Récemment, plusieurs affaires de violence physique ciblant des détenteurs d'actifs cryptographiques se sont produites en France. Le dernier incident s'est produit à Nancy, où les suspects sont accusés d'avoir agi en se faisant passer pour des policiers pour cibler les actifs cryptographiques détenus par la victime. Ce cas révèle également un lien avec une fuite de données sur une plateforme cryptographique survenue au début de l'année.
The suspect has been formally charged.
Selon les médias locaux, un homme de 32 ans a été inculpé à Nancy, en France, pour tentative de chantage à main armée, tentative de détention arbitraire par un groupe organisé et complicité d'infractions. Le parquet estime qu'il est impliqué, avec deux autres hommes, dans une attaque contre un couple en se faisant passer pour des policiers, dans le but de s'emparer de leurs actifs cryptographiques.
Un couple a été agressé à l'extérieur de leur résidence
Les rapports indiquent qu'au moment des faits, une femme de 45 ans a d'abord été arrêtée à l'extérieur de son appartement ; son mari, ayant entendu un bruit anormal, est sorti pour vérifier, et les deux ont ensuite été agressés. Les deux filles, ayant alerté la police depuis l'intérieur de la maison, ont forcé l'agresseur à s'enfuir. La police a trouvé des liens en plastique et un billet de 5 euros sur les lieux, et des témoins ont déclaré que le suspect portait une mitraillette Uzi.
L'affaire de fuite de Waltio est à nouveau mentionnée
Une enquête pointe une fuite de données sur la plateforme française de déclaration fiscale cryptomonnaies Waltio en janvier de cette année.

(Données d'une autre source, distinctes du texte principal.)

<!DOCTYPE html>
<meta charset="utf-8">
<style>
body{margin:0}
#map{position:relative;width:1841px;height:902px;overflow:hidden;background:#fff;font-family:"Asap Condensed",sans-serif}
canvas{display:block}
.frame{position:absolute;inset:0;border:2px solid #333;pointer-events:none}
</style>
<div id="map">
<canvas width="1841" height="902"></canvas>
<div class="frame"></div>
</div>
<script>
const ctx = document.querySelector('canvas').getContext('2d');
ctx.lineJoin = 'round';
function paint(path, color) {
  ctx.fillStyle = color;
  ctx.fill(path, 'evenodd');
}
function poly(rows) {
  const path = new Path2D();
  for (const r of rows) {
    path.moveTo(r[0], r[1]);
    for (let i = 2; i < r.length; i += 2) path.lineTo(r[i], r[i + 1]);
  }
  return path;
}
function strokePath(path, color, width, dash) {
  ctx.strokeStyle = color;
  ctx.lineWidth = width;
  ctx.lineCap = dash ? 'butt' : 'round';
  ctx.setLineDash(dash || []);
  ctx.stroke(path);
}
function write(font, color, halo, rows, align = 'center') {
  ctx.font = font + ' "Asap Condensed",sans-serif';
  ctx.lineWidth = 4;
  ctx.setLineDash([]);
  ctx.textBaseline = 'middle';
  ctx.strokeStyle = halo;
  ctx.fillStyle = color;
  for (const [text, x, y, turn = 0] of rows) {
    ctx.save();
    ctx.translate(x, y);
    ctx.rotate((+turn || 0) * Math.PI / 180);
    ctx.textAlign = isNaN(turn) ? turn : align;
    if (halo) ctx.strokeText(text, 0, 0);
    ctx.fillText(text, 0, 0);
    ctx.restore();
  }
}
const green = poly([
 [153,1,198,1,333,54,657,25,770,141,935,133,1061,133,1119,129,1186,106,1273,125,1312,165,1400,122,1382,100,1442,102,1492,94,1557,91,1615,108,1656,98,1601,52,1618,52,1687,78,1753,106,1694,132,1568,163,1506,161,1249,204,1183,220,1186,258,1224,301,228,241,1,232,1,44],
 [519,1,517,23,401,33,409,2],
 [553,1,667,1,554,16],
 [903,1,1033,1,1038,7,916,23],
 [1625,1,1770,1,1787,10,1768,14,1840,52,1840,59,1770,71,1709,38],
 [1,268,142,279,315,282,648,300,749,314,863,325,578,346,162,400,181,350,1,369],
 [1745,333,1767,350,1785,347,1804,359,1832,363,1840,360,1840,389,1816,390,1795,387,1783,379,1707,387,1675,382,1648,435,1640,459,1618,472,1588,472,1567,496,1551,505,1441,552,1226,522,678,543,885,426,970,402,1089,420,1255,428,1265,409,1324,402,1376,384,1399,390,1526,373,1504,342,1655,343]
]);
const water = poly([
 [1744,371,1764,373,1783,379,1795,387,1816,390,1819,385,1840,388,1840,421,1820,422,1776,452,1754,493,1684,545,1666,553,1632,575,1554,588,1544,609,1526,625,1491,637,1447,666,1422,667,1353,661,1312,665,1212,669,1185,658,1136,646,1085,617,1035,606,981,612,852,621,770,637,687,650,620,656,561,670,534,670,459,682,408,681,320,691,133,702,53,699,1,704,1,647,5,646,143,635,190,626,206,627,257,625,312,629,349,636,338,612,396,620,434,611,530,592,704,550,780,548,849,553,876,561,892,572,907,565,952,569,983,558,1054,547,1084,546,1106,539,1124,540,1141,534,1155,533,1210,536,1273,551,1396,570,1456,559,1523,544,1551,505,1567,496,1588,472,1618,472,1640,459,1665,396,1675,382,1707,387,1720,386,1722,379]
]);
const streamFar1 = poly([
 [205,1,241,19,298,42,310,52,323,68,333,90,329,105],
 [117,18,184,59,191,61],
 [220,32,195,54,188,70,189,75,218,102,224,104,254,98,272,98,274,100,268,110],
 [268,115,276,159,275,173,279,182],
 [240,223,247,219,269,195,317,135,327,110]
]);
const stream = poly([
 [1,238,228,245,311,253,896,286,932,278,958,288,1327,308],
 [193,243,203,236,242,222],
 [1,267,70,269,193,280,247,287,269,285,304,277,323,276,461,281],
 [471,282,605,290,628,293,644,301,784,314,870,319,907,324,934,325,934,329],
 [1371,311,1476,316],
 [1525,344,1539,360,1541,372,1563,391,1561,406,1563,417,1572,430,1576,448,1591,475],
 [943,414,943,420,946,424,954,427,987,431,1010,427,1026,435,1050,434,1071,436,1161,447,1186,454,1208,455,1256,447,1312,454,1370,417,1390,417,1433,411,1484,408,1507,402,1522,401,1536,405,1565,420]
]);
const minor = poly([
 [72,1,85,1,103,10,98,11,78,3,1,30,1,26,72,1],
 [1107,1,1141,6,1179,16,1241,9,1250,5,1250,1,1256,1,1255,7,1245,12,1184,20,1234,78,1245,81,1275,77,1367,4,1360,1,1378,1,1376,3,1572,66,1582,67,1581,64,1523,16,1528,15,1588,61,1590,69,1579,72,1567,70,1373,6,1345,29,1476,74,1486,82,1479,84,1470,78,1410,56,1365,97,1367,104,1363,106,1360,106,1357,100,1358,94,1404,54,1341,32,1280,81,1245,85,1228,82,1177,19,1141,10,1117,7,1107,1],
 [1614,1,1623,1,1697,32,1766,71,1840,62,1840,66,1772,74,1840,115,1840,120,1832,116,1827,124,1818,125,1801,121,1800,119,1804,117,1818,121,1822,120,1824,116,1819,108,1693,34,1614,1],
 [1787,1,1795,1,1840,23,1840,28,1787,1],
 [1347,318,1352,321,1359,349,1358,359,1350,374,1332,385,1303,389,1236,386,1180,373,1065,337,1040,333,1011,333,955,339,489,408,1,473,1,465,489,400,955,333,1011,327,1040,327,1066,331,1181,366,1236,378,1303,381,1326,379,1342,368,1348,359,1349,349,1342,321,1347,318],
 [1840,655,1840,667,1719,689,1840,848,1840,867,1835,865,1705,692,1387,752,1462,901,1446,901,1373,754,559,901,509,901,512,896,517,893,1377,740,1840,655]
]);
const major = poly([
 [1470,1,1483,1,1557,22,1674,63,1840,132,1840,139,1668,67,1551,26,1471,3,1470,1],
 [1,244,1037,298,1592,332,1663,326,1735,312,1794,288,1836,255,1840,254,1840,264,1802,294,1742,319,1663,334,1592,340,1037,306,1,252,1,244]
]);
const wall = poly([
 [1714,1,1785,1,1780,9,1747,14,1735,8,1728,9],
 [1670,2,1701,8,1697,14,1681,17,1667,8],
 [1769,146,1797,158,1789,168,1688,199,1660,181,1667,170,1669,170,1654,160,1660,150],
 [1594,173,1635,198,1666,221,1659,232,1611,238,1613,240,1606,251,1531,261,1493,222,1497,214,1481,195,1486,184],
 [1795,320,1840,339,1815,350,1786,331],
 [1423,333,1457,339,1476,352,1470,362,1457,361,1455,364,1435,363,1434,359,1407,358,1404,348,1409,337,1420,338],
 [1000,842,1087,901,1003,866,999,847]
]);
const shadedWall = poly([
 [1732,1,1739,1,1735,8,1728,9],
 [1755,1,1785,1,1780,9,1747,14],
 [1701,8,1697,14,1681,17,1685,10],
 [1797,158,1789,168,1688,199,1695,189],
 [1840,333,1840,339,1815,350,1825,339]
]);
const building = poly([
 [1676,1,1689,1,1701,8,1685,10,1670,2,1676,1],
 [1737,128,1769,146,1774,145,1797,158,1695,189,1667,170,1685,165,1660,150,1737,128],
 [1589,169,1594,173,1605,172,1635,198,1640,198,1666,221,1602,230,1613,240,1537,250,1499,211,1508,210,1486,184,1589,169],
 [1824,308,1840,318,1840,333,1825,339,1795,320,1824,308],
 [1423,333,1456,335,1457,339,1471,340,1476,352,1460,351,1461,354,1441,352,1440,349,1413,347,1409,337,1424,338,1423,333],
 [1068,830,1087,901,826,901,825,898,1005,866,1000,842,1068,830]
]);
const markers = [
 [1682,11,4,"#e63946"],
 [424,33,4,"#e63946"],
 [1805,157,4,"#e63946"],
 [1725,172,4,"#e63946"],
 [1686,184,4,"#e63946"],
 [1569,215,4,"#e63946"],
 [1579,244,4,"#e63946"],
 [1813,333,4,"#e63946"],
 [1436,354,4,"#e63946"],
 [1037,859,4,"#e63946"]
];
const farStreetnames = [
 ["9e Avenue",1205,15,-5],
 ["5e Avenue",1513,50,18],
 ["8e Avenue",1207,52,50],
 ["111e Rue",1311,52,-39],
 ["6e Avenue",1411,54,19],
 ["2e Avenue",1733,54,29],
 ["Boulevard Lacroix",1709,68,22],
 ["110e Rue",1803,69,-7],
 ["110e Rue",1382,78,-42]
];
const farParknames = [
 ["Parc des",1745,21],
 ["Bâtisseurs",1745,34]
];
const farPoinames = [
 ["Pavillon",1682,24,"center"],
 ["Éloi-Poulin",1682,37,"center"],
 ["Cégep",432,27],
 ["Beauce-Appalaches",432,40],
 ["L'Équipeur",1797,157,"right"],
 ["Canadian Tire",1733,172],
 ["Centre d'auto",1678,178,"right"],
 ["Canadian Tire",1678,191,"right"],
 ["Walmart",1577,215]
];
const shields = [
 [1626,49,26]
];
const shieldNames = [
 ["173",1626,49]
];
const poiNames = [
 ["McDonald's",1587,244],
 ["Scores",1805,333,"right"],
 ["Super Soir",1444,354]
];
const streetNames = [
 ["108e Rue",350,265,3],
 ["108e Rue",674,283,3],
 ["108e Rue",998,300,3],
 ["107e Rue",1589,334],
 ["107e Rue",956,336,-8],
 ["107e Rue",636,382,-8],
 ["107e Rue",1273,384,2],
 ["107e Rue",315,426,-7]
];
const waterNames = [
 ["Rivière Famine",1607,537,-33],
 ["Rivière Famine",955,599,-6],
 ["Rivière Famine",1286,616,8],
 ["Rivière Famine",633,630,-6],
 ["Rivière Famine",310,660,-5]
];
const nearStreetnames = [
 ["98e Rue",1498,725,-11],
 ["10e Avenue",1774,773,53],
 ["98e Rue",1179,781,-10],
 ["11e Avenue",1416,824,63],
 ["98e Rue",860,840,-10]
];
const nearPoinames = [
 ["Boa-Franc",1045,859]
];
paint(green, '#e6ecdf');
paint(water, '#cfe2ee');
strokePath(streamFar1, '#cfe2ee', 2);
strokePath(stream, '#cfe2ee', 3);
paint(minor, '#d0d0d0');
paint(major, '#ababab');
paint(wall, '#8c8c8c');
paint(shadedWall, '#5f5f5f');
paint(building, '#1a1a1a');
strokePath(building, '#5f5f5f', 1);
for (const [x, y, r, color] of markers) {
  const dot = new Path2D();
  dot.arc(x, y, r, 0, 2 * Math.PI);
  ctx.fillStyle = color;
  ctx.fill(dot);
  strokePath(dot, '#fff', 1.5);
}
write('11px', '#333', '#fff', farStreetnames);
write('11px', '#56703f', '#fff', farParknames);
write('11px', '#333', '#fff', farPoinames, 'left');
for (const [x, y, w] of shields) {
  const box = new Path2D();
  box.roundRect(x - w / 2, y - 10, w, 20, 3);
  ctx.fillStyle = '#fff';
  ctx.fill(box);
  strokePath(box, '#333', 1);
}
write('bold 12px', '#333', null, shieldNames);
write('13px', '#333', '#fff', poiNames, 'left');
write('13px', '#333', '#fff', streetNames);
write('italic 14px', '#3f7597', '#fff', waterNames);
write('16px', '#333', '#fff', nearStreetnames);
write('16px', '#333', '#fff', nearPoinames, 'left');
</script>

Selon les rapports, les informations sur environ 20 000 euros d'actifs cryptomonnaies du mari victime pourraient avoir été exposées. Cette fuite a affecté environ 50 000 utilisateurs, concernant leurs adresses e-mail, leurs gains et pertes de transactions en 2024, ainsi que leurs soldes d'actifs cryptomonnaies. Les pirates auraient tenté de faire du chantage à Waltio, puis vendu les données concernées.
Waltio a précédemment averti les utilisateurs que les attaquants pourraient se faire passer pour du service client, la police ou des organismes de sécurité afin de contacter les victimes et exploiter les informations déjà obtenues, telles que l'adresse e-mail et la taille approximative du portefeuille, pour gagner leur confiance. Cette affaire fait écho à un autre événement similaire survenu en France en mars de cette année, où trois faux policiers avaient menacé un couple avec un couteau et les avaient forcés à transférer des bitcoins d'une valeur de 1 million de dollars.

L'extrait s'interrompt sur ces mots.